Update 2016-11-30: I have completely rewritten this post on using external pushdown. I’ll leave this post up for posterity’s sake, but you should read the new predicate pushdown post and not listen to any of the ravings of whichever madman wrote this work.
Update 2016-11-08: I ended up solving my predicate pushdown issue; it turns out that proper configuration is key. I’ll leave this post for posterity’s sake, but I do plan to rewrite it at some point now that I have a bit more knowledge.
It’s been a few days since my last Polybase post, so time to get back on the saddle.
Reminder: Where We Were
Going back a few posts, I wanted to join a SQL Server table to an HDFS-driven external table. Here’s the query that stumped me:
SELECT * FROM dbo.Flights f INNER JOIN dbo.airports ar ON f.dest = ar.IATA WHERE ar.state = 'OH' AND ar.city = 'Columbus';
The query ran alright, but it did something that I did not wish to see out of Polybase: it pulled all of the Flights table over to SQL Server and then joined that data set to the Airports table. I know that, in this particular case, it makes a lot more sense to grab the four Columbus-based airports and make those destination codes part of the Polybase predicate.
Force External Pushdown
When looking at the Getting Started guide, I noticed a Polybase query hint: FORCE EXTERNALPUSHDOWN. This might be just the ticket!

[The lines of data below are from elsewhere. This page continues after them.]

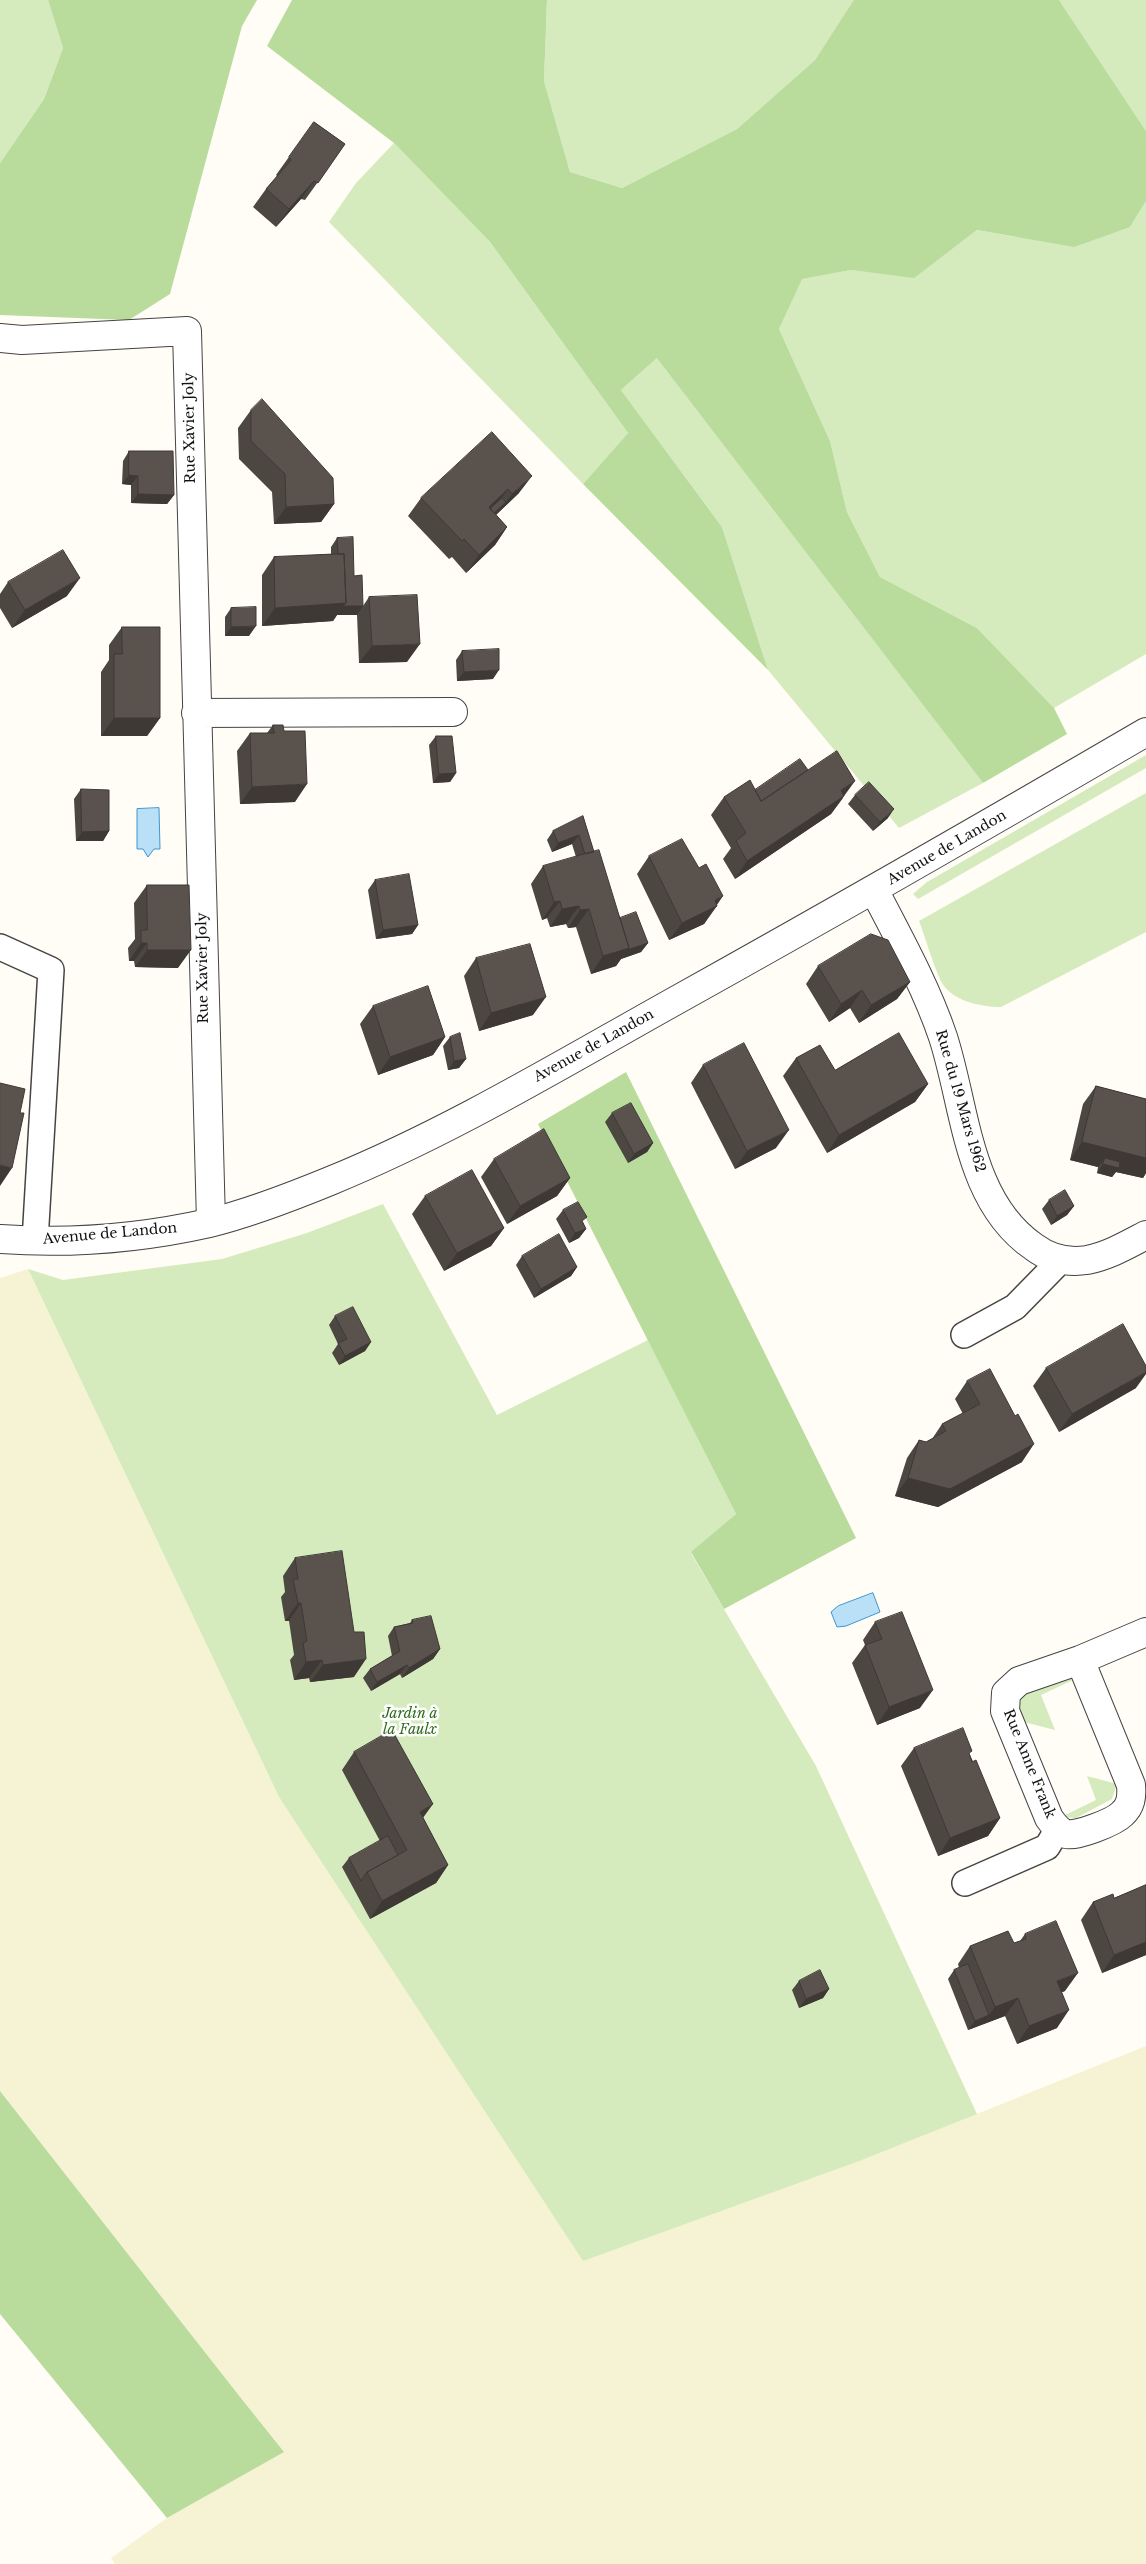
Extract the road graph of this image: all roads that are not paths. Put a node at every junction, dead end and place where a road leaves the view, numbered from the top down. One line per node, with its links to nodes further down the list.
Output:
1 (0, 338): 3 (street, Rue Xavier Joly)
2 (453, 712): 3 (street)
3 (196, 713): 7 (street, Rue Xavier Joly)
4 (1146, 732): 5 (street, Avenue de Landon)
5 (874, 890): 7 (street, Avenue de Landon); 11 (street, Rue du 19 Mars 1962)
6 (0, 947): 10 (lane)
7 (211, 1222): 10 (street, Avenue de Landon)
8 (1146, 1235): 11 (street)
9 (0, 1239): 10 (street, Avenue de Landon)
10 (34, 1241)
11 (1060, 1261): 12 (lane)
12 (964, 1335)
13 (1146, 1632): 14 (street, Rue Anne Frank)
14 (1080, 1660): 15 (street, Rue Anne Frank); 15 (street, Rue Anne Frank)
15 (1058, 1829): 16 (lane)
16 (965, 1883)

Before jumping into this hint, I figured I’d do a Google search on the topic and it pulled back just a few results. Blog posts from Sean Werick, Jonathan Allen, and Ayman El-Ghazali have the hint (although Ayman uses Azure WASB as his use case so technically doesn’t use the hint) and explain that it forces the Hadoop cluster to do compute rather than the SQL Server side.
Forcing the Push
Armed with this information, let’s modify the query just a little bit and force us some predicate pushdown:
SELECT * FROM dbo.Flights f INNER JOIN dbo.airports ar ON f.dest = ar.IATA WHERE ar.state = 'OH' AND ar.city = 'Columbus' OPTION(FORCE EXTERNALPUSHDOWN);
As soon as I kick this off, I get an error:
Msg 7320, Level 16, State 110, Line 1
Cannot execute the query “Remote Query” against OLE DB provider “SQLNCLI11” for linked server “(null)”. Query processor could not produce a query plan because of the hints defined in this query. Resubmit the query without specifying any hints.
Well, that’s not good… Checking sys.dm_exec_compute_node_errors gives me four error rows with stack trace results, none of which seems very useful to me (as opposed to a Microsoft support tech).
Doing A Simpler Push
Well, that seems weird, but maybe it’s due to the fact that the predicate really needs to happen on the SQL Server side—after all, we’re filtering on Airports, which is a SQL Server table.
So let’s query just the Flights table and see what happens here:
SELECT * FROM dbo.Flights f WHERE f.dest = 'CMH' OPTION(FORCE EXTERNALPUSHDOWN);
The end result: the same error message! Even when I limit my query just to a single external table, I’m still getting this error.
Disabling External Pushdown
Let’s go the opposite direction here and see if we can disable external pushdown.
SELECT * FROM dbo.Flights f WHERE f.dest = 'CMH' OPTION(DISABLE EXTERNALPUSHDOWN);
In this case, the query does run and does return the 6638 rows we expect, but it does the opposite of what I’d like: it pulls all of the rows into SQL Server and only then parses them out, taking over a minute in the process.
This is definitely a step back from where I want to be, but at least disabling external pushdown works…right?
The execution plan shows 6638 rows returned and the query takes the same amount of time whether I disable pushdown or not.
Unfortunately, I don’t have any conclusions here. My hope was that forcing predicate pushdown would tell the optimizer that I really want to force as much as I can down to the resultant MapReduce jobs, but this seems not to have worked out as expected.
This looks like a case in which more research will be required.